**Dataset excerpts**.

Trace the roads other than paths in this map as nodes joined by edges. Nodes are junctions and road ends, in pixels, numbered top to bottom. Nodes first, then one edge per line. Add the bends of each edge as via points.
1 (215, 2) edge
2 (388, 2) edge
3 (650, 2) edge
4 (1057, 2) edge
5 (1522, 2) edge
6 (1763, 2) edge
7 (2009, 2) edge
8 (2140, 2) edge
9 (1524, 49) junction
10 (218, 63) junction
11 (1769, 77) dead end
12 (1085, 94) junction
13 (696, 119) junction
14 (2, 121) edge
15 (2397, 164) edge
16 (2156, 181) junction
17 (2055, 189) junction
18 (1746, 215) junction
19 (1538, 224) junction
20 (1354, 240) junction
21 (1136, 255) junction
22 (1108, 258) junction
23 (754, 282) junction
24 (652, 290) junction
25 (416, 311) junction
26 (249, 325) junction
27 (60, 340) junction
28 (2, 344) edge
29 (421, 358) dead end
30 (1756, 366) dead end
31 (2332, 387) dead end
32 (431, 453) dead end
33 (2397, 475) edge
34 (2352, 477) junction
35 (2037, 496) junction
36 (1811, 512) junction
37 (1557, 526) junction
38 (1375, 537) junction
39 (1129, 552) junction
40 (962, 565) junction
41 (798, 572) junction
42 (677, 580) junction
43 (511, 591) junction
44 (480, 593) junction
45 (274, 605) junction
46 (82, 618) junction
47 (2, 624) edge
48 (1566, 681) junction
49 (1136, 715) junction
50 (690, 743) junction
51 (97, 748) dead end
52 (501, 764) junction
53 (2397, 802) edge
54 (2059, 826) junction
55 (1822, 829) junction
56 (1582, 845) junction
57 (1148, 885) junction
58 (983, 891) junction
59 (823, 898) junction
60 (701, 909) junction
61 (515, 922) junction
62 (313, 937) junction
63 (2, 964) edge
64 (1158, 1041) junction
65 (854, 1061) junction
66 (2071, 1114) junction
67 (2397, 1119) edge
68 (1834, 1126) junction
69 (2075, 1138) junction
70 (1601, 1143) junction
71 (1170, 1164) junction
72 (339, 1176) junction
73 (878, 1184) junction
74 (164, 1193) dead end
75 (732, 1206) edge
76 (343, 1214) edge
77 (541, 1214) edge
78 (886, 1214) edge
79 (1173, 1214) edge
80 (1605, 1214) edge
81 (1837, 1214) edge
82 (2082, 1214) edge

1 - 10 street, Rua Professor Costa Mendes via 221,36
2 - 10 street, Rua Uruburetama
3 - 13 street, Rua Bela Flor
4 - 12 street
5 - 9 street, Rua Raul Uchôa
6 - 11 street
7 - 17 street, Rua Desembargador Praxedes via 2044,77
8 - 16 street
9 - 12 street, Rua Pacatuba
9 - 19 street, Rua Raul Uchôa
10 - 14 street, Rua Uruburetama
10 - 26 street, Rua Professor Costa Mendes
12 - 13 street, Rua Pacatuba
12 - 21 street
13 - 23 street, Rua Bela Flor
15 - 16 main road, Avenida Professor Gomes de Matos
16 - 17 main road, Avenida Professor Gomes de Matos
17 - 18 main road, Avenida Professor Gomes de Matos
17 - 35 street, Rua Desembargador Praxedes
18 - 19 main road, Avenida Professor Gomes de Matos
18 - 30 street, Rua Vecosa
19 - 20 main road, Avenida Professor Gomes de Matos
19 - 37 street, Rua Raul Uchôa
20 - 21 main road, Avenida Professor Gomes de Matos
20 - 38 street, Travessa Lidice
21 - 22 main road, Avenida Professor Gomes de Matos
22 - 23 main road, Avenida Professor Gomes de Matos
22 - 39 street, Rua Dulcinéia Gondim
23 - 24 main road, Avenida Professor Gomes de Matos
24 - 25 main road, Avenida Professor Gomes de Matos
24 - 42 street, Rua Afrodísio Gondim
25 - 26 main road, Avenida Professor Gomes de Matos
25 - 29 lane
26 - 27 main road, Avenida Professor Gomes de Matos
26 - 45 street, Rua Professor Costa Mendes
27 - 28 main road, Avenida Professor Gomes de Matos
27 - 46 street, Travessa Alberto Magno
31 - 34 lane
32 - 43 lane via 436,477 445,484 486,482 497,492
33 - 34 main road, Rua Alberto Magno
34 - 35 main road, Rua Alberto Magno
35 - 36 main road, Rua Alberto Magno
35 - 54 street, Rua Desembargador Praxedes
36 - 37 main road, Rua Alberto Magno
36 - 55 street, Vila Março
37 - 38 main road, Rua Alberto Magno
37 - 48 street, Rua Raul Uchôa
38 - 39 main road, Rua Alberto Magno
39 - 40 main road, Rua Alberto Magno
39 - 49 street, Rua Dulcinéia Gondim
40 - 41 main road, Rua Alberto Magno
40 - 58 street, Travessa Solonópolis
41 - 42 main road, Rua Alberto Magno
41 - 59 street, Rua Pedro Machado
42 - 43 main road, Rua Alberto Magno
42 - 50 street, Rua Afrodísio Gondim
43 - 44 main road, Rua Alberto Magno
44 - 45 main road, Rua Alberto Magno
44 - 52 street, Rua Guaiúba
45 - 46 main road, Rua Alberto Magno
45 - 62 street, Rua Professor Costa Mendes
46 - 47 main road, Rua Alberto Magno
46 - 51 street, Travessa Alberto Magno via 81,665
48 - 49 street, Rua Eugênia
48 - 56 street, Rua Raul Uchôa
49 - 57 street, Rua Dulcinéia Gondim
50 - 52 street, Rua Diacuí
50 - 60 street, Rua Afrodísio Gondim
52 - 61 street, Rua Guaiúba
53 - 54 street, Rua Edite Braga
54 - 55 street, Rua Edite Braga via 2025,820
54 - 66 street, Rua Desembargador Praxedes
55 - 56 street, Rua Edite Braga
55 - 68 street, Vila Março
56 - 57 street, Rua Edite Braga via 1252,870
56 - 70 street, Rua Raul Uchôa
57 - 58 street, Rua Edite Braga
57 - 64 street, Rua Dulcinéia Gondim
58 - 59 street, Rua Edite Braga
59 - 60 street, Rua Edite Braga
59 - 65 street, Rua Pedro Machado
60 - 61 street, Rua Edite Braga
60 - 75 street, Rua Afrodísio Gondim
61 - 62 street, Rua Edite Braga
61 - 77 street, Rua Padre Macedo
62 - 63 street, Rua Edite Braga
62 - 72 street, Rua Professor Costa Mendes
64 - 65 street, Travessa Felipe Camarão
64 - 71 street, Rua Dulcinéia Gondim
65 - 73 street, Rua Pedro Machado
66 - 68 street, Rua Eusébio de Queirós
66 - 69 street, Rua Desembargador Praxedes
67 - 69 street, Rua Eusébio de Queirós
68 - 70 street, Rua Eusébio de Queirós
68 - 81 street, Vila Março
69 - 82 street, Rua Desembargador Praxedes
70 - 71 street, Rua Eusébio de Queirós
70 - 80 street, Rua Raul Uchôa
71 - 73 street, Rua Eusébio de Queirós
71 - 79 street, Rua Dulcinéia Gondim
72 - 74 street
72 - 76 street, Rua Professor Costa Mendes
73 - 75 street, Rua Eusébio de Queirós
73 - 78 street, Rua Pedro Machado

**Directions**. Reproduce every record above exactly.

**Finished task**.
Trace the roads other than paths in this map as nodes joined by edges. Nodes are junctions and road ends, in pixels, numbered top to bottom. Nodes first, then one edge per line. Add the bends of each edge as via points.
1 (215, 2) edge
2 (388, 2) edge
3 (650, 2) edge
4 (1057, 2) edge
5 (1522, 2) edge
6 (1763, 2) edge
7 (2009, 2) edge
8 (2140, 2) edge
9 (1524, 49) junction
10 (218, 63) junction
11 (1769, 77) dead end
12 (1085, 94) junction
13 (696, 119) junction
14 (2, 121) edge
15 (2397, 164) edge
16 (2156, 181) junction
17 (2055, 189) junction
18 (1746, 215) junction
19 (1538, 224) junction
20 (1354, 240) junction
21 (1136, 255) junction
22 (1108, 258) junction
23 (754, 282) junction
24 (652, 290) junction
25 (416, 311) junction
26 (249, 325) junction
27 (60, 340) junction
28 (2, 344) edge
29 (421, 358) dead end
30 (1756, 366) dead end
31 (2332, 387) dead end
32 (431, 453) dead end
33 (2397, 475) edge
34 (2352, 477) junction
35 (2037, 496) junction
36 (1811, 512) junction
37 (1557, 526) junction
38 (1375, 537) junction
39 (1129, 552) junction
40 (962, 565) junction
41 (798, 572) junction
42 (677, 580) junction
43 (511, 591) junction
44 (480, 593) junction
45 (274, 605) junction
46 (82, 618) junction
47 (2, 624) edge
48 (1566, 681) junction
49 (1136, 715) junction
50 (690, 743) junction
51 (97, 748) dead end
52 (501, 764) junction
53 (2397, 802) edge
54 (2059, 826) junction
55 (1822, 829) junction
56 (1582, 845) junction
57 (1148, 885) junction
58 (983, 891) junction
59 (823, 898) junction
60 (701, 909) junction
61 (515, 922) junction
62 (313, 937) junction
63 (2, 964) edge
64 (1158, 1041) junction
65 (854, 1061) junction
66 (2071, 1114) junction
67 (2397, 1119) edge
68 (1834, 1126) junction
69 (2075, 1138) junction
70 (1601, 1143) junction
71 (1170, 1164) junction
72 (339, 1176) junction
73 (878, 1184) junction
74 (164, 1193) dead end
75 (732, 1206) edge
76 (343, 1214) edge
77 (541, 1214) edge
78 (886, 1214) edge
79 (1173, 1214) edge
80 (1605, 1214) edge
81 (1837, 1214) edge
82 (2082, 1214) edge

1 - 10 street, Rua Professor Costa Mendes via 221,36
2 - 10 street, Rua Uruburetama
3 - 13 street, Rua Bela Flor
4 - 12 street
5 - 9 street, Rua Raul Uchôa
6 - 11 street
7 - 17 street, Rua Desembargador Praxedes via 2044,77
8 - 16 street
9 - 12 street, Rua Pacatuba
9 - 19 street, Rua Raul Uchôa
10 - 14 street, Rua Uruburetama
10 - 26 street, Rua Professor Costa Mendes
12 - 13 street, Rua Pacatuba
12 - 21 street
13 - 23 street, Rua Bela Flor
15 - 16 main road, Avenida Professor Gomes de Matos
16 - 17 main road, Avenida Professor Gomes de Matos
17 - 18 main road, Avenida Professor Gomes de Matos
17 - 35 street, Rua Desembargador Praxedes
18 - 19 main road, Avenida Professor Gomes de Matos
18 - 30 street, Rua Vecosa
19 - 20 main road, Avenida Professor Gomes de Matos
19 - 37 street, Rua Raul Uchôa
20 - 21 main road, Avenida Professor Gomes de Matos
20 - 38 street, Travessa Lidice
21 - 22 main road, Avenida Professor Gomes de Matos
22 - 23 main road, Avenida Professor Gomes de Matos
22 - 39 street, Rua Dulcinéia Gondim
23 - 24 main road, Avenida Professor Gomes de Matos
24 - 25 main road, Avenida Professor Gomes de Matos
24 - 42 street, Rua Afrodísio Gondim
25 - 26 main road, Avenida Professor Gomes de Matos
25 - 29 lane
26 - 27 main road, Avenida Professor Gomes de Matos
26 - 45 street, Rua Professor Costa Mendes
27 - 28 main road, Avenida Professor Gomes de Matos
27 - 46 street, Travessa Alberto Magno
31 - 34 lane
32 - 43 lane via 436,477 445,484 486,482 497,492
33 - 34 main road, Rua Alberto Magno
34 - 35 main road, Rua Alberto Magno
35 - 36 main road, Rua Alberto Magno
35 - 54 street, Rua Desembargador Praxedes
36 - 37 main road, Rua Alberto Magno
36 - 55 street, Vila Março
37 - 38 main road, Rua Alberto Magno
37 - 48 street, Rua Raul Uchôa
38 - 39 main road, Rua Alberto Magno
39 - 40 main road, Rua Alberto Magno
39 - 49 street, Rua Dulcinéia Gondim
40 - 41 main road, Rua Alberto Magno
40 - 58 street, Travessa Solonópolis
41 - 42 main road, Rua Alberto Magno
41 - 59 street, Rua Pedro Machado
42 - 43 main road, Rua Alberto Magno
42 - 50 street, Rua Afrodísio Gondim
43 - 44 main road, Rua Alberto Magno
44 - 45 main road, Rua Alberto Magno
44 - 52 street, Rua Guaiúba
45 - 46 main road, Rua Alberto Magno
45 - 62 street, Rua Professor Costa Mendes
46 - 47 main road, Rua Alberto Magno
46 - 51 street, Travessa Alberto Magno via 81,665
48 - 49 street, Rua Eugênia
48 - 56 street, Rua Raul Uchôa
49 - 57 street, Rua Dulcinéia Gondim
50 - 52 street, Rua Diacuí
50 - 60 street, Rua Afrodísio Gondim
52 - 61 street, Rua Guaiúba
53 - 54 street, Rua Edite Braga
54 - 55 street, Rua Edite Braga via 2025,820
54 - 66 street, Rua Desembargador Praxedes
55 - 56 street, Rua Edite Braga
55 - 68 street, Vila Março
56 - 57 street, Rua Edite Braga via 1252,870
56 - 70 street, Rua Raul Uchôa
57 - 58 street, Rua Edite Braga
57 - 64 street, Rua Dulcinéia Gondim
58 - 59 street, Rua Edite Braga
59 - 60 street, Rua Edite Braga
59 - 65 street, Rua Pedro Machado
60 - 61 street, Rua Edite Braga
60 - 75 street, Rua Afrodísio Gondim
61 - 62 street, Rua Edite Braga
61 - 77 street, Rua Padre Macedo
62 - 63 street, Rua Edite Braga
62 - 72 street, Rua Professor Costa Mendes
64 - 65 street, Travessa Felipe Camarão
64 - 71 street, Rua Dulcinéia Gondim
65 - 73 street, Rua Pedro Machado
66 - 68 street, Rua Eusébio de Queirós
66 - 69 street, Rua Desembargador Praxedes
67 - 69 street, Rua Eusébio de Queirós
68 - 70 street, Rua Eusébio de Queirós
68 - 81 street, Vila Março
69 - 82 street, Rua Desembargador Praxedes
70 - 71 street, Rua Eusébio de Queirós
70 - 80 street, Rua Raul Uchôa
71 - 73 street, Rua Eusébio de Queirós
71 - 79 street, Rua Dulcinéia Gondim
72 - 74 street
72 - 76 street, Rua Professor Costa Mendes
73 - 75 street, Rua Eusébio de Queirós
73 - 78 street, Rua Pedro Machado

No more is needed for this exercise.